◆ **YOUR TASK**
Output all entries verbatim, dropping pictures.
*** Opening SOURCE DATA ***
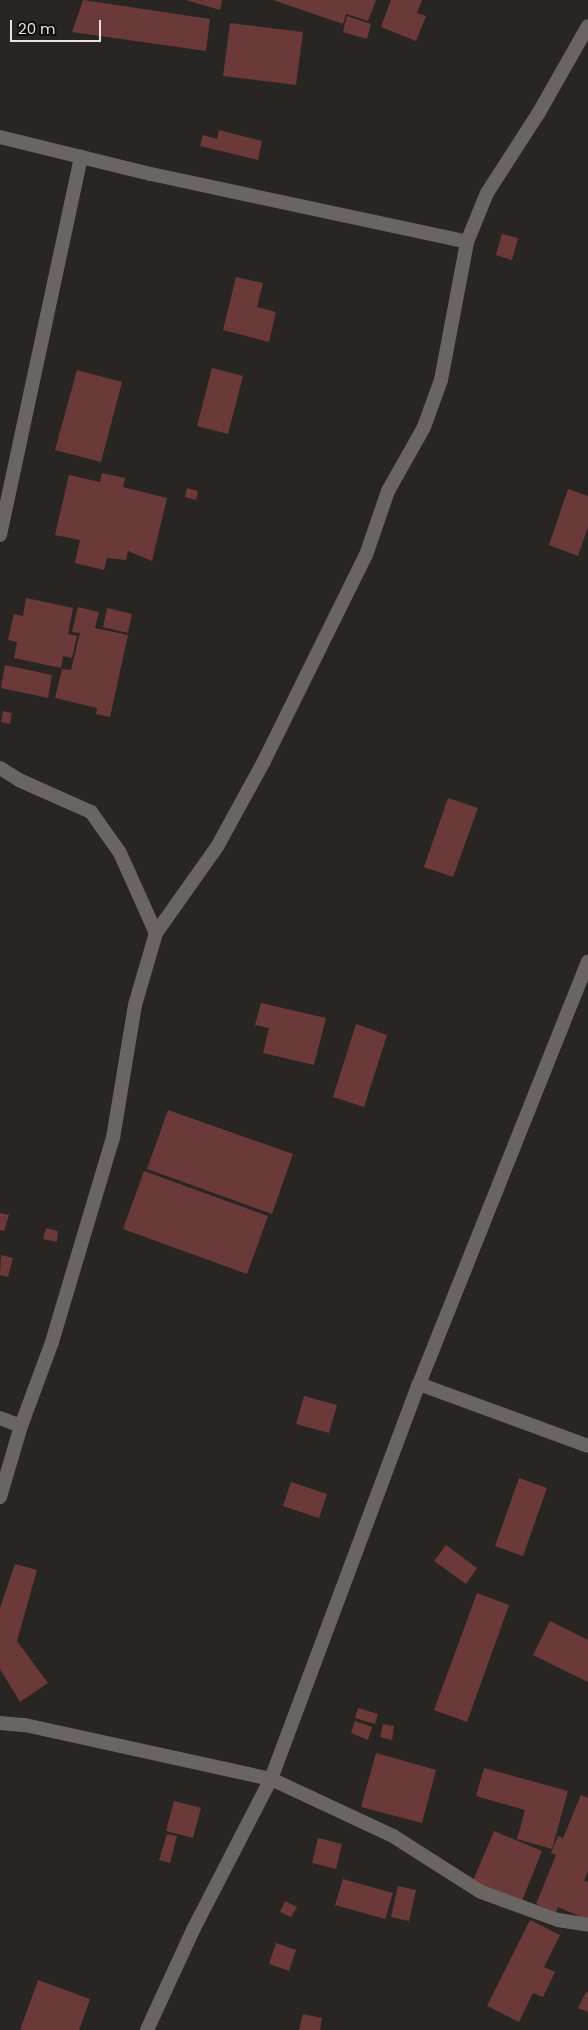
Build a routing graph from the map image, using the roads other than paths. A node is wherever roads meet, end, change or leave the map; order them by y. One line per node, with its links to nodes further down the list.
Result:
1 (588, 26): 4 (street)
2 (0, 137): 3 (street)
3 (81, 156): 4 (street); 5 (street)
4 (467, 242): 7 (street)
5 (0, 535)
6 (0, 768): 7 (street)
7 (156, 933): 11 (street)
8 (588, 962): 9 (street)
9 (419, 1384): 12 (street); 15 (street)
10 (0, 1418): 11 (street)
11 (21, 1426): 13 (street)
12 (588, 1446)
13 (0, 1497)
14 (0, 1723): 15 (street)
15 (272, 1779): 16 (street); 17 (street)
16 (588, 1925)
17 (147, 2030)

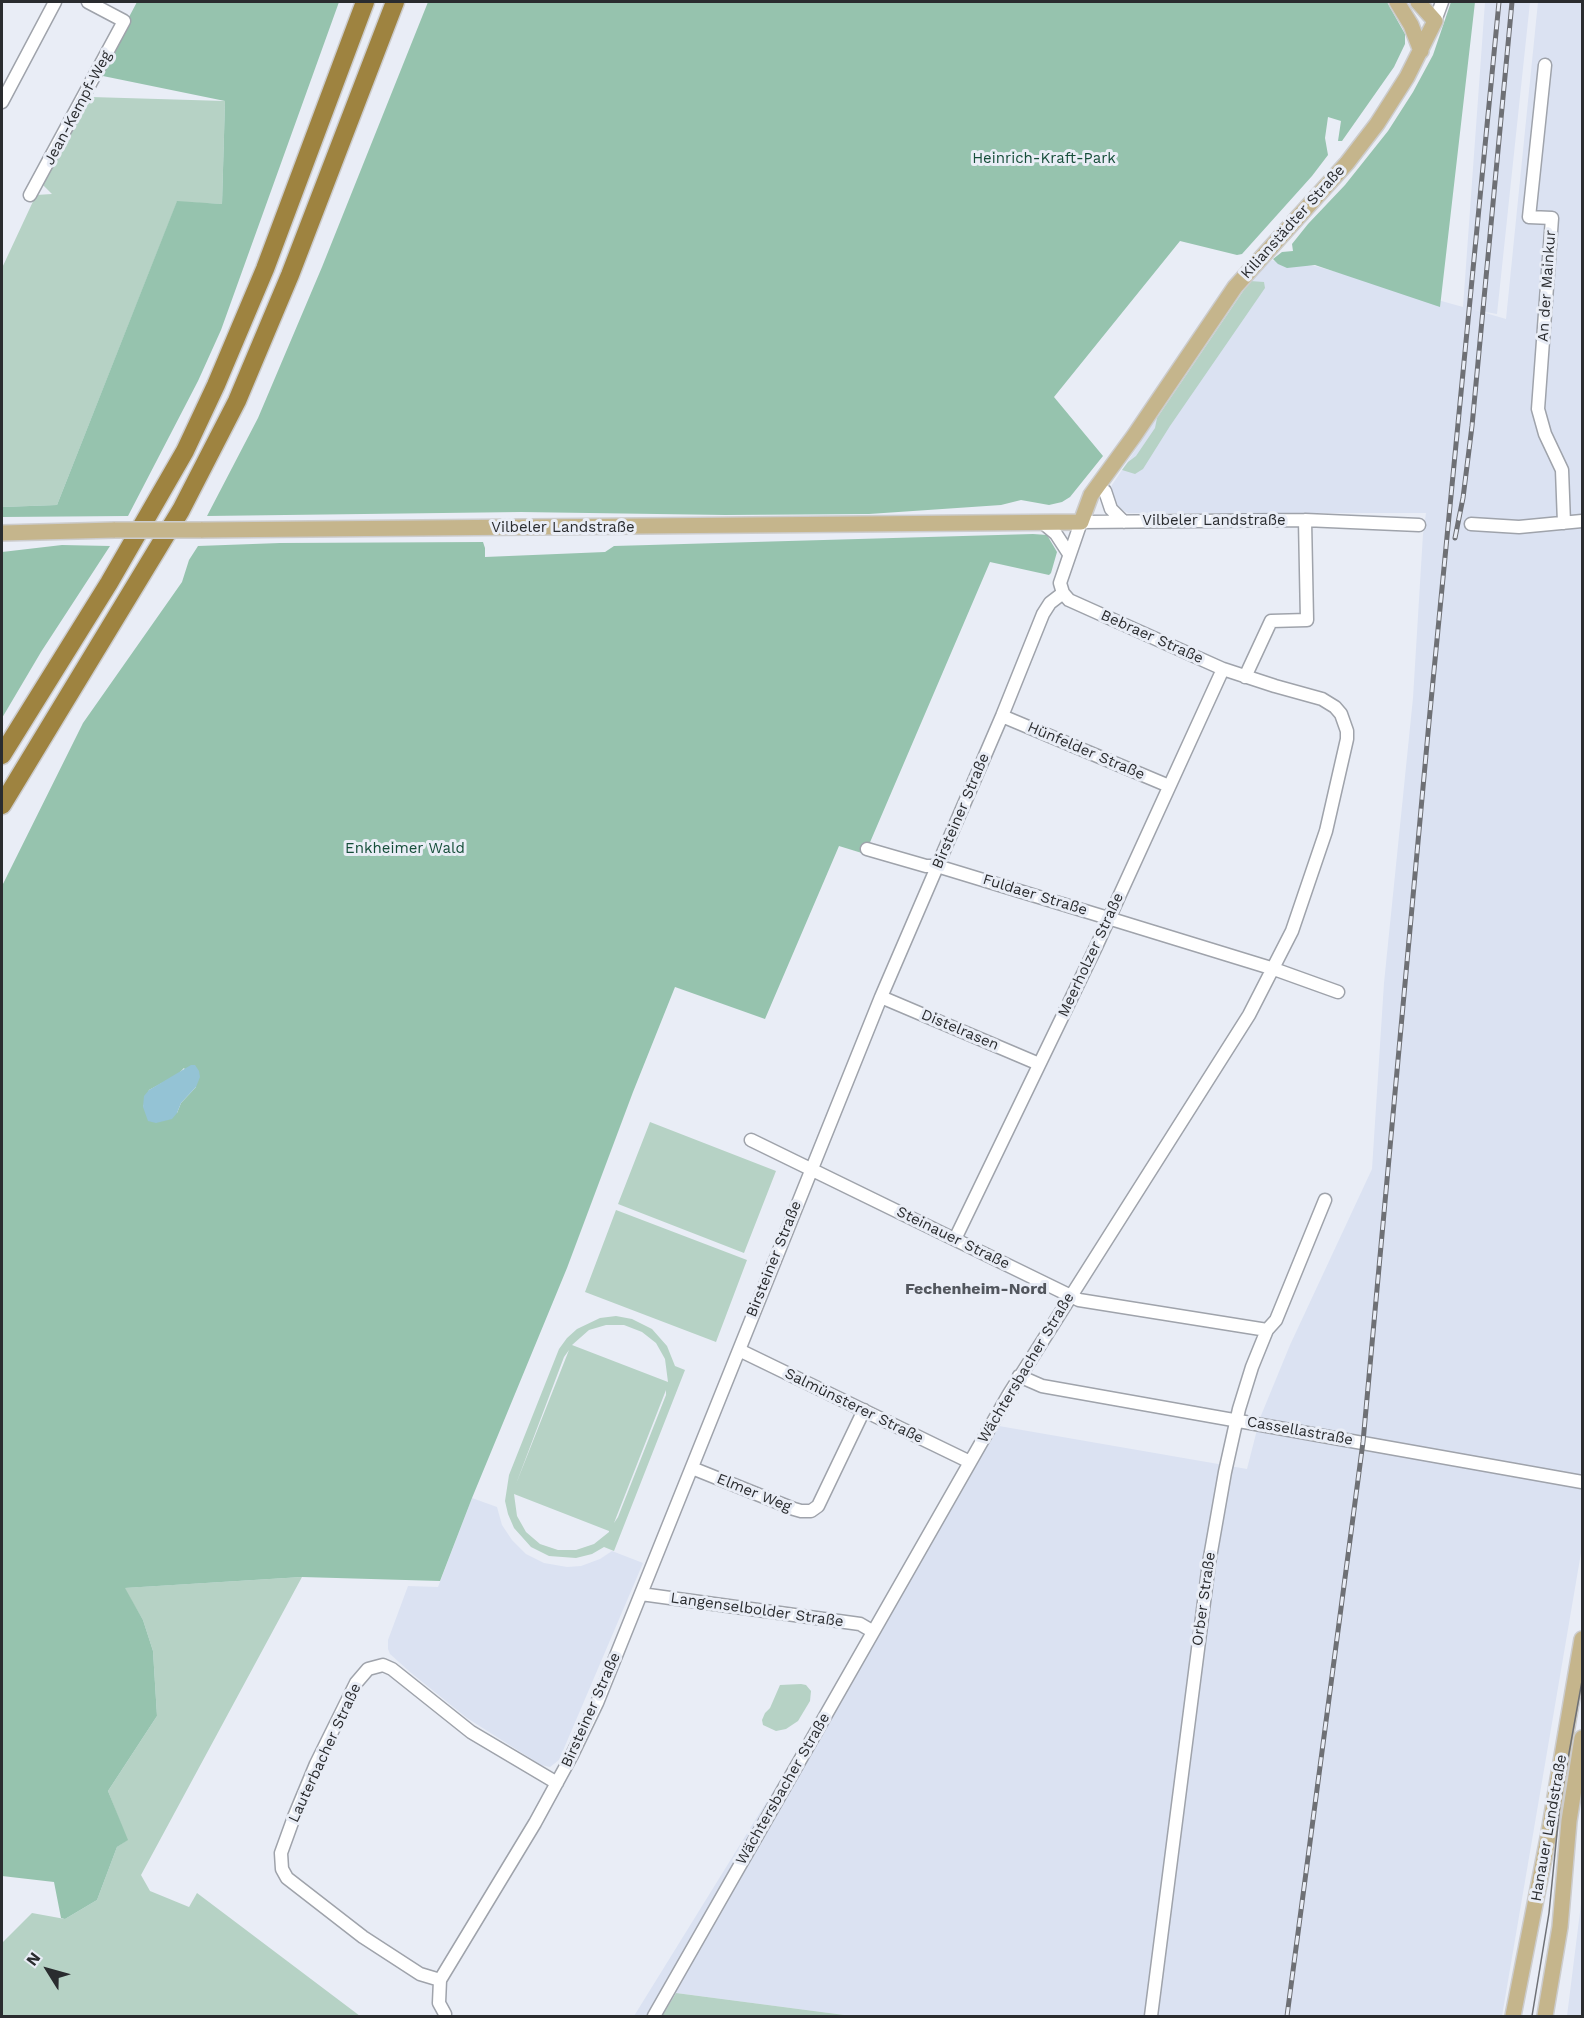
*** Closing SOURCE DATA ***
◆ **WRITTEN SOLUTION**
Build a routing graph from the map image, using the roads other than paths. A node is wherever roads meet, end, change or leave the map; order them by y. One line per node, with its links to nodes further down the list.
Result:
1 (588, 26): 4 (street)
2 (0, 137): 3 (street)
3 (81, 156): 4 (street); 5 (street)
4 (467, 242): 7 (street)
5 (0, 535)
6 (0, 768): 7 (street)
7 (156, 933): 11 (street)
8 (588, 962): 9 (street)
9 (419, 1384): 12 (street); 15 (street)
10 (0, 1418): 11 (street)
11 (21, 1426): 13 (street)
12 (588, 1446)
13 (0, 1497)
14 (0, 1723): 15 (street)
15 (272, 1779): 16 (street); 17 (street)
16 (588, 1925)
17 (147, 2030)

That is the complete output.